» The task
What this exercise needs is every entry restated as written, with no pictures.

Segment Open

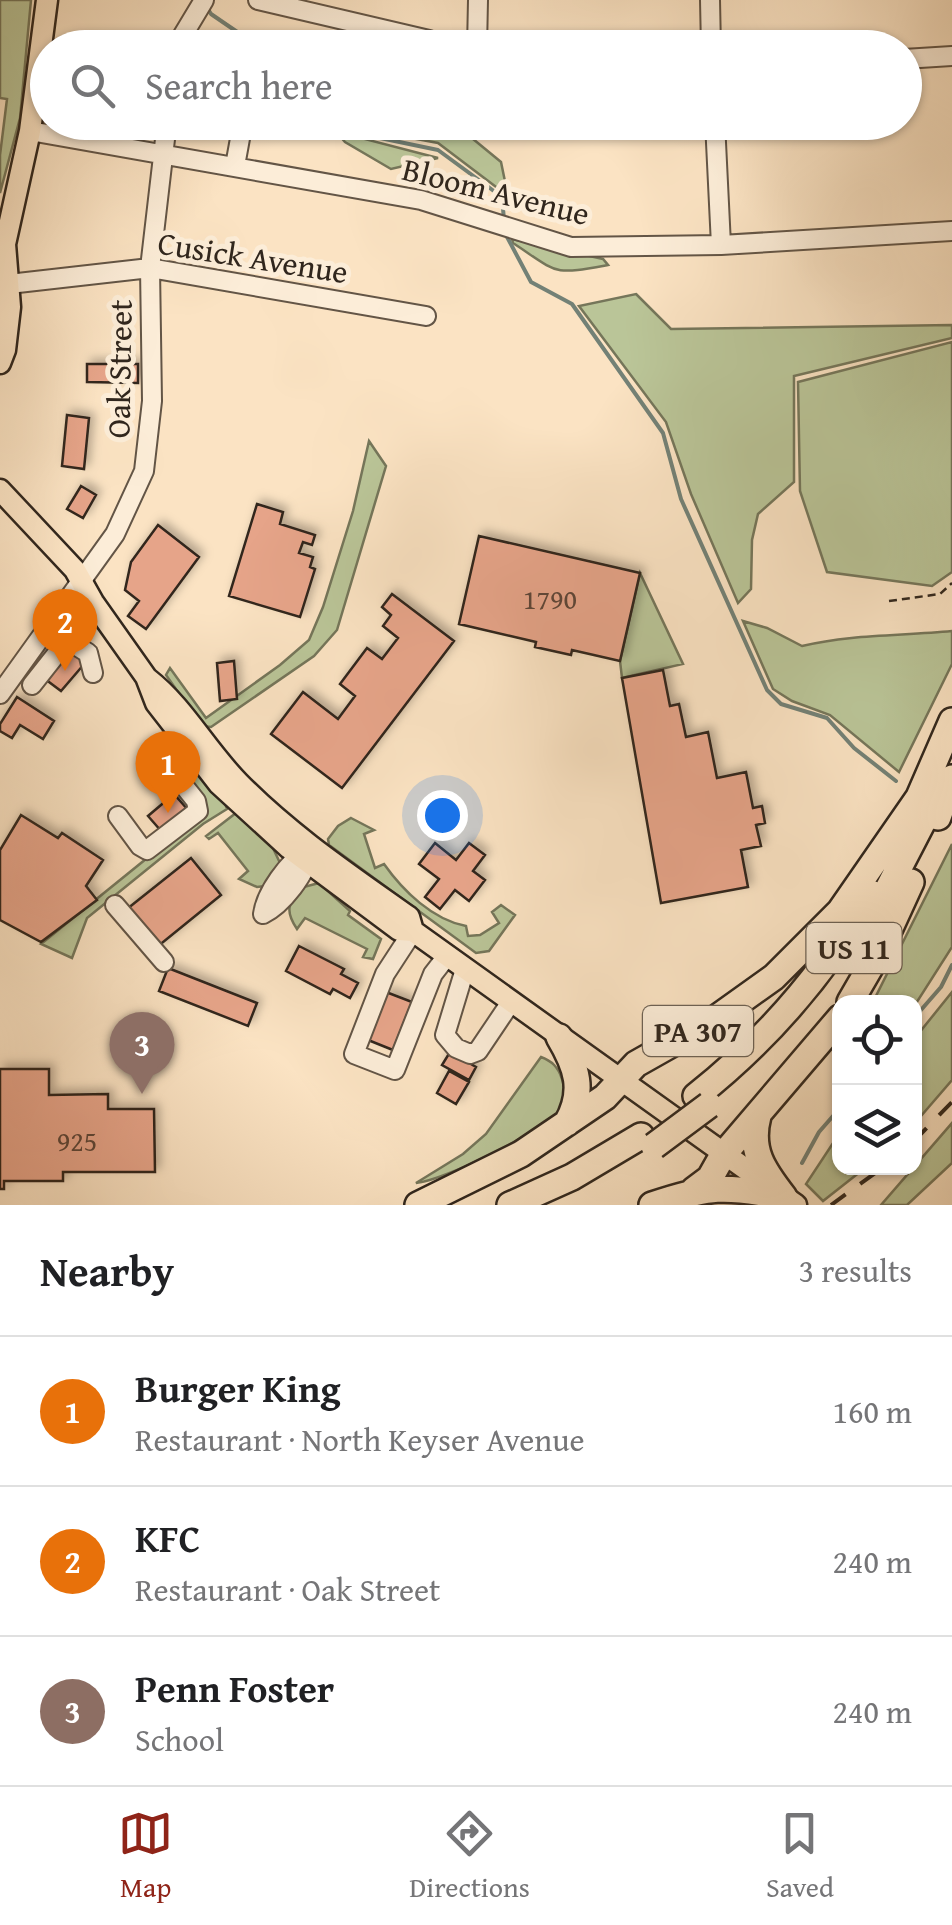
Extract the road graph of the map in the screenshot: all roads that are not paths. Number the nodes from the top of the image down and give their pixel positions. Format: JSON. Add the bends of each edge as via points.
{"nodes":[{"id":1,"x":47,"y":0,"type":"edge"},
{"id":2,"x":204,"y":0,"type":"edge"},
{"id":3,"x":258,"y":0,"type":"edge"},
{"id":4,"x":478,"y":0,"type":"edge"},
{"id":5,"x":710,"y":0,"type":"edge"},
{"id":6,"x":43,"y":30,"type":"edge"},
{"id":7,"x":186,"y":30,"type":"edge"},
{"id":8,"x":387,"y":30,"type":"edge"},
{"id":9,"x":477,"y":30,"type":"edge"},
{"id":10,"x":711,"y":30,"type":"edge"},
{"id":11,"x":952,"y":56,"type":"edge"},
{"id":12,"x":922,"y":58,"type":"edge"},
{"id":13,"x":30,"y":131,"type":"edge"},
{"id":14,"x":82,"y":140,"type":"edge"},
{"id":15,"x":164,"y":140,"type":"edge"},
{"id":16,"x":240,"y":140,"type":"edge"},
{"id":17,"x":716,"y":140,"type":"edge"},
{"id":18,"x":162,"y":154,"type":"junction"},
{"id":19,"x":235,"y":166,"type":"junction"},
{"id":20,"x":952,"y":231,"type":"edge"},
{"id":21,"x":721,"y":245,"type":"junction"},
{"id":22,"x":150,"y":268,"type":"junction"},
{"id":23,"x":10,"y":284,"type":"junction"},
{"id":24,"x":426,"y":316,"type":"dead end"},
{"id":25,"x":2,"y":353,"type":"edge"},
{"id":26,"x":0,"y":490,"type":"edge"},
{"id":27,"x":81,"y":582,"type":"junction"},
{"id":28,"x":93,"y":673,"type":"dead end"},
{"id":29,"x":32,"y":684,"type":"dead end"},
{"id":30,"x":0,"y":694,"type":"edge"},
{"id":31,"x":952,"y":721,"type":"edge"},
{"id":32,"x":952,"y":758,"type":"edge"},
{"id":33,"x":172,"y":771,"type":"dead end"},
{"id":34,"x":952,"y":778,"type":"edge"},
{"id":35,"x":919,"y":798,"type":"junction"},
{"id":36,"x":118,"y":816,"type":"dead end"},
{"id":37,"x":115,"y":906,"type":"dead end"},
{"id":38,"x":413,"y":932,"type":"junction"},
{"id":39,"x":447,"y":956,"type":"junction"},
{"id":40,"x":164,"y":962,"type":"dead end"},
{"id":41,"x":465,"y":969,"type":"junction"},
{"id":42,"x":854,"y":995,"type":"edge"},
{"id":43,"x":510,"y":1002,"type":"junction"},
{"id":44,"x":832,"y":1028,"type":"edge"},
{"id":45,"x":559,"y":1037,"type":"junction"},
{"id":46,"x":620,"y":1081,"type":"junction"},
{"id":47,"x":703,"y":1101,"type":"junction"},
{"id":48,"x":758,"y":1116,"type":"junction"},
{"id":49,"x":567,"y":1123,"type":"junction"},
{"id":50,"x":647,"y":1141,"type":"junction"},
{"id":51,"x":723,"y":1155,"type":"junction"},
{"id":52,"x":694,"y":1190,"type":"junction"},
{"id":53,"x":790,"y":1201,"type":"edge"},
{"id":54,"x":418,"y":1205,"type":"edge"},
{"id":55,"x":510,"y":1205,"type":"edge"},
{"id":56,"x":549,"y":1205,"type":"edge"},
{"id":57,"x":652,"y":1205,"type":"edge"}],
"edges":[{"from":1,"to":6,"type":"main road"},
{"from":2,"to":7,"type":"street"},
{"from":3,"to":8,"type":"street"},
{"from":4,"to":9,"type":"street"},
{"from":5,"to":10,"type":"street"},
{"from":11,"to":12,"type":"street"},
{"from":13,"to":23,"type":"main road","via":[[6,244]]},
{"from":14,"to":18,"type":"street","name":"Bloom Avenue"},
{"from":15,"to":18,"type":"street","name":"Oak Street"},
{"from":16,"to":19,"type":"street"},
{"from":17,"to":21,"type":"street"},
{"from":18,"to":19,"type":"street","name":"Bloom Avenue"},
{"from":18,"to":22,"type":"street","name":"Oak Street"},
{"from":19,"to":21,"type":"street","name":"Bloom Avenue","via":[[421,200],[571,247]]},
{"from":20,"to":21,"type":"street","name":"Bloom Avenue"},
{"from":22,"to":23,"type":"street","name":"Cusick Avenue"},
{"from":22,"to":24,"type":"street","name":"Cusick Avenue"},
{"from":22,"to":27,"type":"street","name":"Oak Street","via":[[152,401],[144,471],[115,534]]},
{"from":23,"to":25,"type":"main road"},
{"from":26,"to":27,"type":"main road"},
{"from":27,"to":30,"type":"street","name":"Oak Street"},
{"from":27,"to":38,"type":"main road","via":[[206,769],[248,813],[409,917]]},
{"from":28,"to":29,"type":"street","via":[[88,653],[72,643]]},
{"from":31,"to":35,"type":"highway","number":"US 11"},
{"from":32,"to":47,"type":"highway","number":"US 11","via":[[896,879],[848,958],[789,1030]]},
{"from":33,"to":36,"type":"street","via":[[198,811],[147,850]]},
{"from":34,"to":42,"type":"highway","via":[[893,923]]},
{"from":35,"to":46,"type":"highway","number":"PA 307","via":[[840,911],[801,953],[735,1007],[636,1064]]},
{"from":35,"to":47,"type":"highway","number":"US 11","via":[[868,898],[817,974]]},
{"from":37,"to":40,"type":"street"},
{"from":38,"to":39,"type":"main road"},
{"from":38,"to":39,"type":"street","via":[[385,974],[354,1054],[395,1070],[433,974]]},
{"from":39,"to":41,"type":"main road"},
{"from":41,"to":43,"type":"main road"},
{"from":41,"to":43,"type":"street","via":[[445,1035],[456,1048],[478,1051]]},
{"from":43,"to":45,"type":"main road"},
{"from":44,"to":48,"type":"highway","number":"PA 307"},
{"from":45,"to":46,"type":"main road"},
{"from":45,"to":49,"type":"highway","via":[[579,1086]]},
{"from":46,"to":49,"type":"highway"},
{"from":46,"to":51,"type":"main road","number":"PA 307"},
{"from":47,"to":50,"type":"highway","number":"US 11"},
{"from":48,"to":51,"type":"highway"},
{"from":48,"to":53,"type":"highway","via":[[755,1150]]},
{"from":49,"to":54,"type":"highway"},
{"from":50,"to":55,"type":"highway","number":"US 11"},
{"from":50,"to":56,"type":"highway","number":"US 11"},
{"from":51,"to":52,"type":"highway"},
{"from":51,"to":53,"type":"main road","number":"PA 307"},
{"from":52,"to":53,"type":"highway","via":[[737,1188]]},
{"from":52,"to":57,"type":"highway"}]}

Segment Closed

» Answer section
Extract the road graph of the map in the screenshot: all roads that are not paths. Number the nodes from the top of the image down and give their pixel positions. Format: JSON. Add the bends of each edge as via points.
{"nodes":[{"id":1,"x":47,"y":0,"type":"edge"},
{"id":2,"x":204,"y":0,"type":"edge"},
{"id":3,"x":258,"y":0,"type":"edge"},
{"id":4,"x":478,"y":0,"type":"edge"},
{"id":5,"x":710,"y":0,"type":"edge"},
{"id":6,"x":43,"y":30,"type":"edge"},
{"id":7,"x":186,"y":30,"type":"edge"},
{"id":8,"x":387,"y":30,"type":"edge"},
{"id":9,"x":477,"y":30,"type":"edge"},
{"id":10,"x":711,"y":30,"type":"edge"},
{"id":11,"x":952,"y":56,"type":"edge"},
{"id":12,"x":922,"y":58,"type":"edge"},
{"id":13,"x":30,"y":131,"type":"edge"},
{"id":14,"x":82,"y":140,"type":"edge"},
{"id":15,"x":164,"y":140,"type":"edge"},
{"id":16,"x":240,"y":140,"type":"edge"},
{"id":17,"x":716,"y":140,"type":"edge"},
{"id":18,"x":162,"y":154,"type":"junction"},
{"id":19,"x":235,"y":166,"type":"junction"},
{"id":20,"x":952,"y":231,"type":"edge"},
{"id":21,"x":721,"y":245,"type":"junction"},
{"id":22,"x":150,"y":268,"type":"junction"},
{"id":23,"x":10,"y":284,"type":"junction"},
{"id":24,"x":426,"y":316,"type":"dead end"},
{"id":25,"x":2,"y":353,"type":"edge"},
{"id":26,"x":0,"y":490,"type":"edge"},
{"id":27,"x":81,"y":582,"type":"junction"},
{"id":28,"x":93,"y":673,"type":"dead end"},
{"id":29,"x":32,"y":684,"type":"dead end"},
{"id":30,"x":0,"y":694,"type":"edge"},
{"id":31,"x":952,"y":721,"type":"edge"},
{"id":32,"x":952,"y":758,"type":"edge"},
{"id":33,"x":172,"y":771,"type":"dead end"},
{"id":34,"x":952,"y":778,"type":"edge"},
{"id":35,"x":919,"y":798,"type":"junction"},
{"id":36,"x":118,"y":816,"type":"dead end"},
{"id":37,"x":115,"y":906,"type":"dead end"},
{"id":38,"x":413,"y":932,"type":"junction"},
{"id":39,"x":447,"y":956,"type":"junction"},
{"id":40,"x":164,"y":962,"type":"dead end"},
{"id":41,"x":465,"y":969,"type":"junction"},
{"id":42,"x":854,"y":995,"type":"edge"},
{"id":43,"x":510,"y":1002,"type":"junction"},
{"id":44,"x":832,"y":1028,"type":"edge"},
{"id":45,"x":559,"y":1037,"type":"junction"},
{"id":46,"x":620,"y":1081,"type":"junction"},
{"id":47,"x":703,"y":1101,"type":"junction"},
{"id":48,"x":758,"y":1116,"type":"junction"},
{"id":49,"x":567,"y":1123,"type":"junction"},
{"id":50,"x":647,"y":1141,"type":"junction"},
{"id":51,"x":723,"y":1155,"type":"junction"},
{"id":52,"x":694,"y":1190,"type":"junction"},
{"id":53,"x":790,"y":1201,"type":"edge"},
{"id":54,"x":418,"y":1205,"type":"edge"},
{"id":55,"x":510,"y":1205,"type":"edge"},
{"id":56,"x":549,"y":1205,"type":"edge"},
{"id":57,"x":652,"y":1205,"type":"edge"}],
"edges":[{"from":1,"to":6,"type":"main road"},
{"from":2,"to":7,"type":"street"},
{"from":3,"to":8,"type":"street"},
{"from":4,"to":9,"type":"street"},
{"from":5,"to":10,"type":"street"},
{"from":11,"to":12,"type":"street"},
{"from":13,"to":23,"type":"main road","via":[[6,244]]},
{"from":14,"to":18,"type":"street","name":"Bloom Avenue"},
{"from":15,"to":18,"type":"street","name":"Oak Street"},
{"from":16,"to":19,"type":"street"},
{"from":17,"to":21,"type":"street"},
{"from":18,"to":19,"type":"street","name":"Bloom Avenue"},
{"from":18,"to":22,"type":"street","name":"Oak Street"},
{"from":19,"to":21,"type":"street","name":"Bloom Avenue","via":[[421,200],[571,247]]},
{"from":20,"to":21,"type":"street","name":"Bloom Avenue"},
{"from":22,"to":23,"type":"street","name":"Cusick Avenue"},
{"from":22,"to":24,"type":"street","name":"Cusick Avenue"},
{"from":22,"to":27,"type":"street","name":"Oak Street","via":[[152,401],[144,471],[115,534]]},
{"from":23,"to":25,"type":"main road"},
{"from":26,"to":27,"type":"main road"},
{"from":27,"to":30,"type":"street","name":"Oak Street"},
{"from":27,"to":38,"type":"main road","via":[[206,769],[248,813],[409,917]]},
{"from":28,"to":29,"type":"street","via":[[88,653],[72,643]]},
{"from":31,"to":35,"type":"highway","number":"US 11"},
{"from":32,"to":47,"type":"highway","number":"US 11","via":[[896,879],[848,958],[789,1030]]},
{"from":33,"to":36,"type":"street","via":[[198,811],[147,850]]},
{"from":34,"to":42,"type":"highway","via":[[893,923]]},
{"from":35,"to":46,"type":"highway","number":"PA 307","via":[[840,911],[801,953],[735,1007],[636,1064]]},
{"from":35,"to":47,"type":"highway","number":"US 11","via":[[868,898],[817,974]]},
{"from":37,"to":40,"type":"street"},
{"from":38,"to":39,"type":"main road"},
{"from":38,"to":39,"type":"street","via":[[385,974],[354,1054],[395,1070],[433,974]]},
{"from":39,"to":41,"type":"main road"},
{"from":41,"to":43,"type":"main road"},
{"from":41,"to":43,"type":"street","via":[[445,1035],[456,1048],[478,1051]]},
{"from":43,"to":45,"type":"main road"},
{"from":44,"to":48,"type":"highway","number":"PA 307"},
{"from":45,"to":46,"type":"main road"},
{"from":45,"to":49,"type":"highway","via":[[579,1086]]},
{"from":46,"to":49,"type":"highway"},
{"from":46,"to":51,"type":"main road","number":"PA 307"},
{"from":47,"to":50,"type":"highway","number":"US 11"},
{"from":48,"to":51,"type":"highway"},
{"from":48,"to":53,"type":"highway","via":[[755,1150]]},
{"from":49,"to":54,"type":"highway"},
{"from":50,"to":55,"type":"highway","number":"US 11"},
{"from":50,"to":56,"type":"highway","number":"US 11"},
{"from":51,"to":52,"type":"highway"},
{"from":51,"to":53,"type":"main road","number":"PA 307"},
{"from":52,"to":53,"type":"highway","via":[[737,1188]]},
{"from":52,"to":57,"type":"highway"}]}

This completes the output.